# ASSIGNED TASK
What follows is a set of records; repeat all of them exactly.

Stored data:
##############################
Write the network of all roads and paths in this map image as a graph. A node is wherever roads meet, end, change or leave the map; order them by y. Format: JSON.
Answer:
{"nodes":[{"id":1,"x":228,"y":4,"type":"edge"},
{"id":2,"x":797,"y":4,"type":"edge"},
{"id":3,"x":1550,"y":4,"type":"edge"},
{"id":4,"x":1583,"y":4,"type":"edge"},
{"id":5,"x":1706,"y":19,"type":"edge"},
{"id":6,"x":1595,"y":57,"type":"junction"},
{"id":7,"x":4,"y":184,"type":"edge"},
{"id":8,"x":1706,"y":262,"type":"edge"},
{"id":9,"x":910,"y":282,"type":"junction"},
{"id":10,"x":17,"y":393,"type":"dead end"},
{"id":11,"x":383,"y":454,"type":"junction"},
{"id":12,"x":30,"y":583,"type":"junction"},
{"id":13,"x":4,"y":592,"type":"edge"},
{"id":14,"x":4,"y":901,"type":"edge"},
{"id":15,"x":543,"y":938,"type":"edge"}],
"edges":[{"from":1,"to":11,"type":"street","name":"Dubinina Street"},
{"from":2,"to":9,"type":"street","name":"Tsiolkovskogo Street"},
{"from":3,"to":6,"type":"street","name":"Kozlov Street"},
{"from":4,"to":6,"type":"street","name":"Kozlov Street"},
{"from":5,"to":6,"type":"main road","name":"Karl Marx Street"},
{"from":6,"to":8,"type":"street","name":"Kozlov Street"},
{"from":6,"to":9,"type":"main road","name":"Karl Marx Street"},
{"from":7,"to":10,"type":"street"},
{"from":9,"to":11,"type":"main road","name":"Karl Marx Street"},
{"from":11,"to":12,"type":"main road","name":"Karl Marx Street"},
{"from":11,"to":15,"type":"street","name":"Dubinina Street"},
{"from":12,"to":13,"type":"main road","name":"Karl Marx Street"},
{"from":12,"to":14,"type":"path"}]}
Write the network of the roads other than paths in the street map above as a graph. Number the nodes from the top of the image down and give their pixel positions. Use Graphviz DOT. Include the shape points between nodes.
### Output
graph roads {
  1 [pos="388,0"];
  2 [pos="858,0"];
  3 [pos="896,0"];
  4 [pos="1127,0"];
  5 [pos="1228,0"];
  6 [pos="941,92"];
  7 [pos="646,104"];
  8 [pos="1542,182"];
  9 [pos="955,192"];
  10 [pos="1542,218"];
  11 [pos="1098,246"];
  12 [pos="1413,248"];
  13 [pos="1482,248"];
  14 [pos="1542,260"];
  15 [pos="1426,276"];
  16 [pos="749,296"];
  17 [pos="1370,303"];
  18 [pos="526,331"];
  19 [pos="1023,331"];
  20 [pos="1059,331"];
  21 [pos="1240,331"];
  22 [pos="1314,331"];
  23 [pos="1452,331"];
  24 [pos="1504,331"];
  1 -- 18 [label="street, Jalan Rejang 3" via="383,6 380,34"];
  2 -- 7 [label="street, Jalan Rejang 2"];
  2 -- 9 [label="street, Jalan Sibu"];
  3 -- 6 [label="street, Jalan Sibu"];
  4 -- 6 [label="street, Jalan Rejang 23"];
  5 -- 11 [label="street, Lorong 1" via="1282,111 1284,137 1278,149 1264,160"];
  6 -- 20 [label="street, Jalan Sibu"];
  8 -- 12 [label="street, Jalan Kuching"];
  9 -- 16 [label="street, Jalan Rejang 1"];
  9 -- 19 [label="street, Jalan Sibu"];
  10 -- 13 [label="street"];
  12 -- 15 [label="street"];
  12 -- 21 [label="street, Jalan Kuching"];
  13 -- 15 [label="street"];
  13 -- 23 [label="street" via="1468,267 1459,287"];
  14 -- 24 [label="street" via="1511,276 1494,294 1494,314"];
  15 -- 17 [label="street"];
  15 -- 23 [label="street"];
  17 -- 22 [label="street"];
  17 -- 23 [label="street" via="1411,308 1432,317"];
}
##############################
# OUTPUT OF THE TASK
Write the network of all roads and paths in this map image as a graph. A node is wherever roads meet, end, change or leave the map; order them by y. Format: JSON.
Answer:
{"nodes":[{"id":1,"x":228,"y":4,"type":"edge"},
{"id":2,"x":797,"y":4,"type":"edge"},
{"id":3,"x":1550,"y":4,"type":"edge"},
{"id":4,"x":1583,"y":4,"type":"edge"},
{"id":5,"x":1706,"y":19,"type":"edge"},
{"id":6,"x":1595,"y":57,"type":"junction"},
{"id":7,"x":4,"y":184,"type":"edge"},
{"id":8,"x":1706,"y":262,"type":"edge"},
{"id":9,"x":910,"y":282,"type":"junction"},
{"id":10,"x":17,"y":393,"type":"dead end"},
{"id":11,"x":383,"y":454,"type":"junction"},
{"id":12,"x":30,"y":583,"type":"junction"},
{"id":13,"x":4,"y":592,"type":"edge"},
{"id":14,"x":4,"y":901,"type":"edge"},
{"id":15,"x":543,"y":938,"type":"edge"}],
"edges":[{"from":1,"to":11,"type":"street","name":"Dubinina Street"},
{"from":2,"to":9,"type":"street","name":"Tsiolkovskogo Street"},
{"from":3,"to":6,"type":"street","name":"Kozlov Street"},
{"from":4,"to":6,"type":"street","name":"Kozlov Street"},
{"from":5,"to":6,"type":"main road","name":"Karl Marx Street"},
{"from":6,"to":8,"type":"street","name":"Kozlov Street"},
{"from":6,"to":9,"type":"main road","name":"Karl Marx Street"},
{"from":7,"to":10,"type":"street"},
{"from":9,"to":11,"type":"main road","name":"Karl Marx Street"},
{"from":11,"to":12,"type":"main road","name":"Karl Marx Street"},
{"from":11,"to":15,"type":"street","name":"Dubinina Street"},
{"from":12,"to":13,"type":"main road","name":"Karl Marx Street"},
{"from":12,"to":14,"type":"path"}]}
Write the network of the roads other than paths in the street map above as a graph. Number the nodes from the top of the image down and give their pixel positions. Use Graphviz DOT. Include the shape points between nodes.
### Output
graph roads {
  1 [pos="388,0"];
  2 [pos="858,0"];
  3 [pos="896,0"];
  4 [pos="1127,0"];
  5 [pos="1228,0"];
  6 [pos="941,92"];
  7 [pos="646,104"];
  8 [pos="1542,182"];
  9 [pos="955,192"];
  10 [pos="1542,218"];
  11 [pos="1098,246"];
  12 [pos="1413,248"];
  13 [pos="1482,248"];
  14 [pos="1542,260"];
  15 [pos="1426,276"];
  16 [pos="749,296"];
  17 [pos="1370,303"];
  18 [pos="526,331"];
  19 [pos="1023,331"];
  20 [pos="1059,331"];
  21 [pos="1240,331"];
  22 [pos="1314,331"];
  23 [pos="1452,331"];
  24 [pos="1504,331"];
  1 -- 18 [label="street, Jalan Rejang 3" via="383,6 380,34"];
  2 -- 7 [label="street, Jalan Rejang 2"];
  2 -- 9 [label="street, Jalan Sibu"];
  3 -- 6 [label="street, Jalan Sibu"];
  4 -- 6 [label="street, Jalan Rejang 23"];
  5 -- 11 [label="street, Lorong 1" via="1282,111 1284,137 1278,149 1264,160"];
  6 -- 20 [label="street, Jalan Sibu"];
  8 -- 12 [label="street, Jalan Kuching"];
  9 -- 16 [label="street, Jalan Rejang 1"];
  9 -- 19 [label="street, Jalan Sibu"];
  10 -- 13 [label="street"];
  12 -- 15 [label="street"];
  12 -- 21 [label="street, Jalan Kuching"];
  13 -- 15 [label="street"];
  13 -- 23 [label="street" via="1468,267 1459,287"];
  14 -- 24 [label="street" via="1511,276 1494,294 1494,314"];
  15 -- 17 [label="street"];
  15 -- 23 [label="street"];
  17 -- 22 [label="street"];
  17 -- 23 [label="street" via="1411,308 1432,317"];
}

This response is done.